* by: Bob Sakayama *
15 July 2009: The recently announced changes in nofollow require us to rethink the strategies for handling internal PR. This is a big topic for enterprise SEO, because once you have significant PR on your site, how it is conserved and passed internally can make a huge difference both in the ranks and the PR of your pages. Basically, you want to be able to enable PR to flow to your important pages, even as you restrict what pages get indexed.
The Old Way
Once, we blocked all links, especially from the homepage, to pages that did not contribute to rank using the nofollow attribute on the links, assuming that the PR was conserved for the do follow pages. Now that we know this only causes the PR to be discarded, we should no longer use nofollow on link attributes except to protect the site from outbound links being seen as paid.
We have been working on higher level strategies to replace what we thought we were doing with the nofollow attribute on links. The tools at our disposal that can address how PR is handled include the robots.txt file, on-page robots noindex tags, and the new link canonical tag. A quick review of these tools, and their impact on PR is in order.
Some relevant information about robots.txt in this regard:
- blocks the page from indexing based on internal links
- disallowed pages still accrue PR
- pages are not crawled and so do not pass PR
- but pages may appear in the search results if external links point to them
The simplest strategies of blocking pages with robots.txt disallows still work in keeping the site from internally indexing pages and directories that create conflicts or redundancies. And while these simple blocking actions can be effective, the limitations of robots.txt become apparent once you begin to examine its impact on PR.
Generally this protocol enables us to globally disallow specific directories and pages from being indexed via internal links. Pages that are disallowed in robots.txt are usually permitted by Google to be manually deleted from its index. So this is one technique we can use to clean the index should pages appear in there that we want to remove. But the fact that the page is not crawled means that even though the page may accrue PR, it is not passed to other pages. So this is NOT a good replacement for nofollow strategies.
On-Page Robots noindex Meta Tag
Some relevant information about an on-page robots noindex tag:
- blocks indexing - period - page will not appear in the search results
- still accrues PR
- still passes PR (unless nofollow is part of the instruction)
The last 2 are the critical points.

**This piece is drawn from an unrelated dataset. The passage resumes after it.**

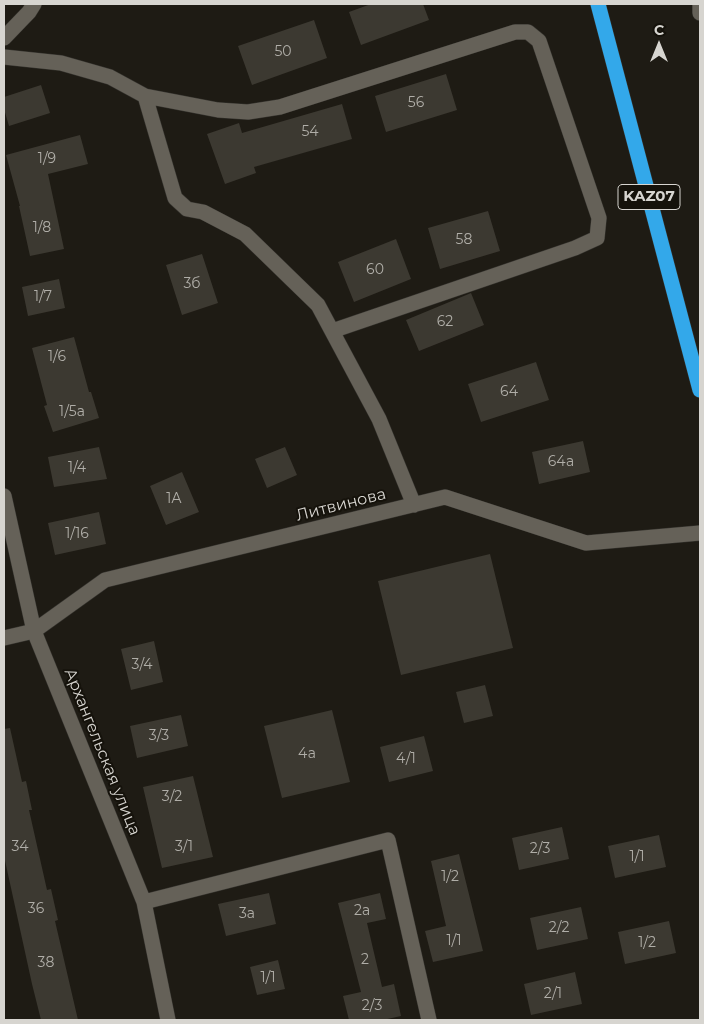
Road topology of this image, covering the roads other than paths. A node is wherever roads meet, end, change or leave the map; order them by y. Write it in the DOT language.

Because pages blocked by on-page robots noindex tags still pass PR (provided you don't also use the nofollow instruction), this looks like a potentially useful tool for controlling internal PR distribution.
Canonical Link Tag
Some relevant information about the link canonical tag:
- permits redundancies to exist without causing conflict
- aggregates PR from multiple urls to one specified url
- protects against improper indexing of tagged pages, paginated pages, etc.
While this tag enables the aggregation of PR (like a weaker 301 redirect without leaving the page), it is intended for pages that are the same or very similar. We have experiments running to test the association of unrelated pages - and they appear to show that the tag is respected even when the content is not similar. But we don't yet have enough information to recommend using it for anything other than dealing with redundancies.
At this time this does not appear to be part of a viable replacement strategy for nofollow.
The Specific Problem:
The Policies page has no rank value, don't want it indexed, and the links to it used to be nofollowed. How do we handle now?
The Easy Way
- Continue to nofollow the link. (PR discarded, page not indexed unless via external link)
- Do follow the link, disallow the page in robots.txt. (PR is trapped on the page, which will not be indexed unless via external link)
- Do follow the link, use on-page robots noindex tag. (PR is passed through the page, page will not be indexed)
The easy way usually involves loss of PR either discarded by the nofollow, trapped on a disallowed page (because it is not crawled, the links do not pass the PR on), or lost incrementally (15%) via passing through the page.
The last solution is our current recommendation of the easy fixes, because it has the smallest PR loss. This is also an easy fix to automate across all previously nofollowed links/pages. NB: the robots meta tag cannot also carry a nofollow instruction, only noindex.
The Optimized Solution
The optimized model will show no PR loss. That means that links that used to be nofollowed cannot be normal href links, because there is no way to prevent them from wasting or discarding PR.
One more time. In the highly optimized model, these can no longer be normal href links.
The concept is incredibly simple: use a link the bots can't spider, and use noindex on the page, just in case someone links to it. Then you can keep the primary navigation structure, and should it receive some external PR from a natural inbound link, it will flow back into the site, even though the page itself will never be indexed.
We're not advocating any particular kind of non-indexable link, just showing the principle we want to apply.
What kind of links work? ... more needed here...
Just a side note: It's interesting that Google, by introducing us to the idea of PR sculpting, via their deceptive nofollow dead end, made some very savvy folks aware of the flaws in the PR model. And how these flaws make it obvious and necessary to hide stuff from Google in order to genuinely optimize for it.
Some of my peers are claiming that by just by using the nofollow attribute, your site is flagged as one influenced by an SEO, and will draw a higher level of scrutiny. Wow, that's profiling paranoia! But then again, ever since my experiments went up, my phone makes strange clicking sounds...